■ Prompt: Your answer should hold each line of the material that contains the word "junction".

■ Records:
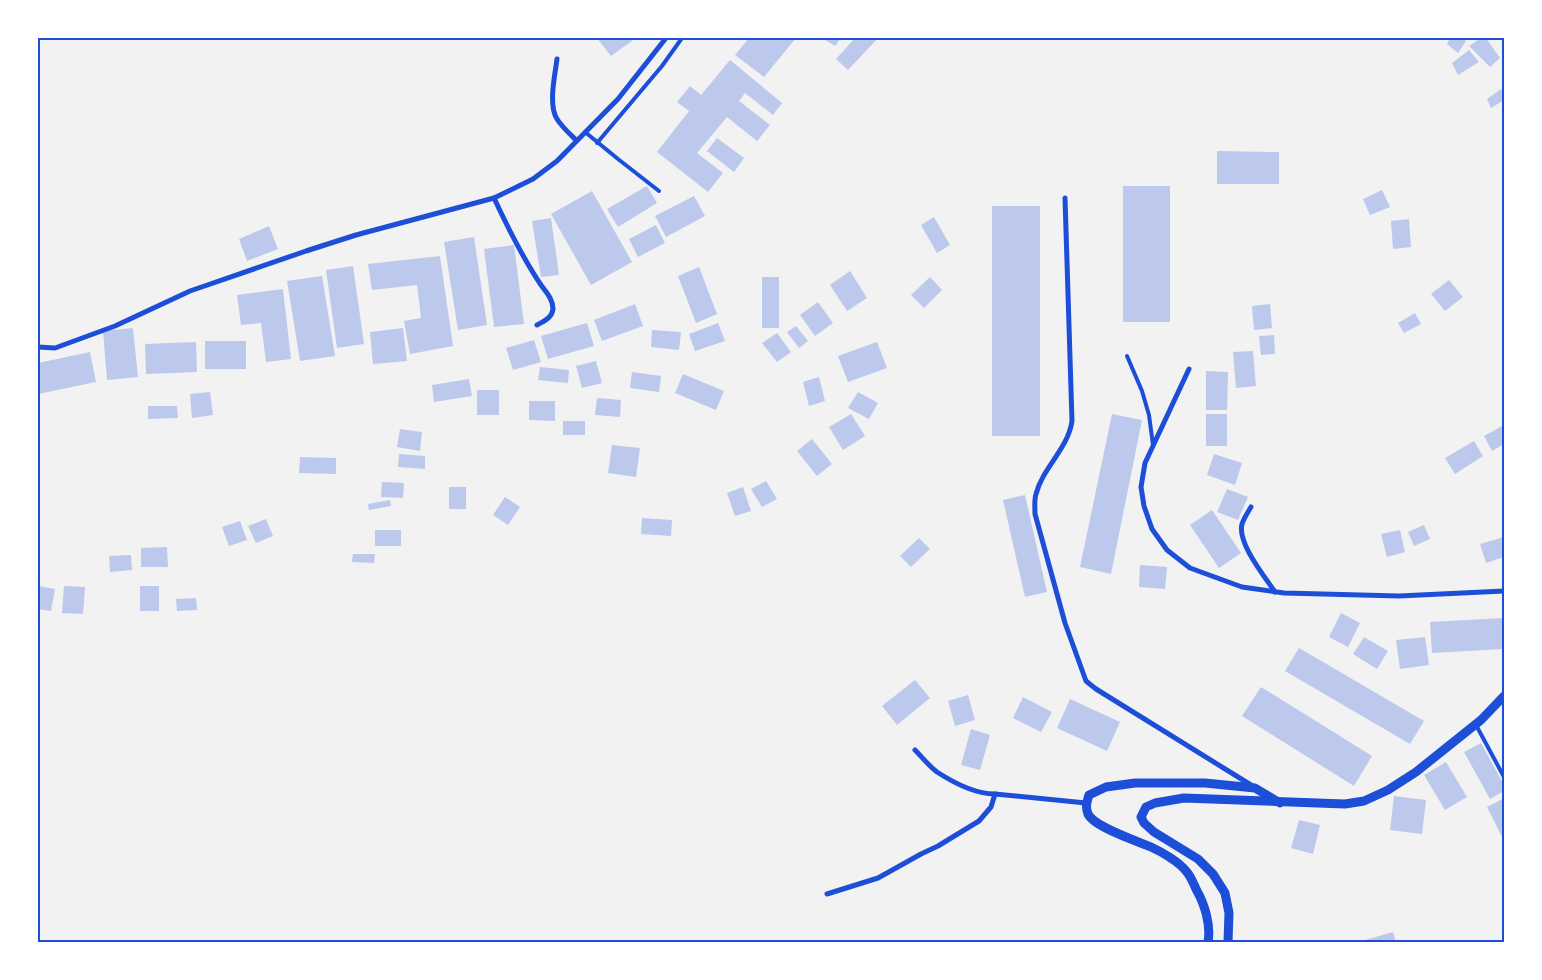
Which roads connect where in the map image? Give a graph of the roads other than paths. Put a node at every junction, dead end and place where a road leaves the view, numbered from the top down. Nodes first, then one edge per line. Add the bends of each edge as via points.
1 (666, 38) edge
2 (682, 38) edge
3 (557, 59) dead end
4 (585, 131) junction
5 (576, 140) junction
6 (597, 142) junction
7 (660, 191) dead end
8 (494, 198) junction
9 (1065, 198) dead end
10 (537, 325) dead end
11 (38, 347) edge
12 (1127, 356) dead end
13 (1189, 369) dead end
14 (1154, 446) junction
15 (1251, 507) dead end
16 (1504, 591) edge
17 (1275, 592) junction
18 (1504, 696) edge
19 (1476, 725) junction
20 (915, 750) dead end
21 (1504, 777) edge
22 (1255, 788) junction
23 (995, 794) junction
24 (1086, 803) junction
25 (1280, 803) junction
26 (827, 894) dead end
27 (1208, 942) edge
28 (1228, 942) edge

1 - 4 street via 618,98
2 - 6 lane
3 - 5 street via 552,102 554,113
4 - 5 street
4 - 6 lane
5 - 8 street via 534,179
6 - 7 lane
8 - 10 street via 513,239 552,300 550,316
8 - 11 street via 306,251 190,291 115,326 55,348
9 - 22 street via 1072,421 1068,436 1035,495 1035,514 1065,623 1086,681
12 - 14 lane via 1142,391
13 - 14 street
14 - 17 street via 1145,463 1144,506 1152,529 1167,550 1190,568 1242,587
15 - 17 street via 1242,532 1252,559
16 - 17 street via 1399,596
18 - 19 street
19 - 21 lane
19 - 25 street via 1416,772 1364,801 1345,804
20 - 23 street via 937,771 965,787
22 - 24 street via 1205,783 1135,783 1096,790 1088,795
22 - 25 street
23 - 24 street
23 - 26 street via 991,808 984,816 954,836 878,878
24 - 27 street via 1092,819 1153,848 1186,871 1202,900 1210,934
25 - 28 street via 1184,798 1154,803 1146,807 1141,817 1154,832 1198,858 1213,874 1225,893 1230,913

■ Answer to the exercise:
Which roads connect where in the map image? Give a graph of the roads other than paths. Put a node at every junction, dead end and place where a road leaves the view, numbered from the top down. Nodes first, then one edge per line. Add the bends of each edge as via points.
4 (585, 131) junction
5 (576, 140) junction
6 (597, 142) junction
8 (494, 198) junction
14 (1154, 446) junction
17 (1275, 592) junction
19 (1476, 725) junction
22 (1255, 788) junction
23 (995, 794) junction
24 (1086, 803) junction
25 (1280, 803) junction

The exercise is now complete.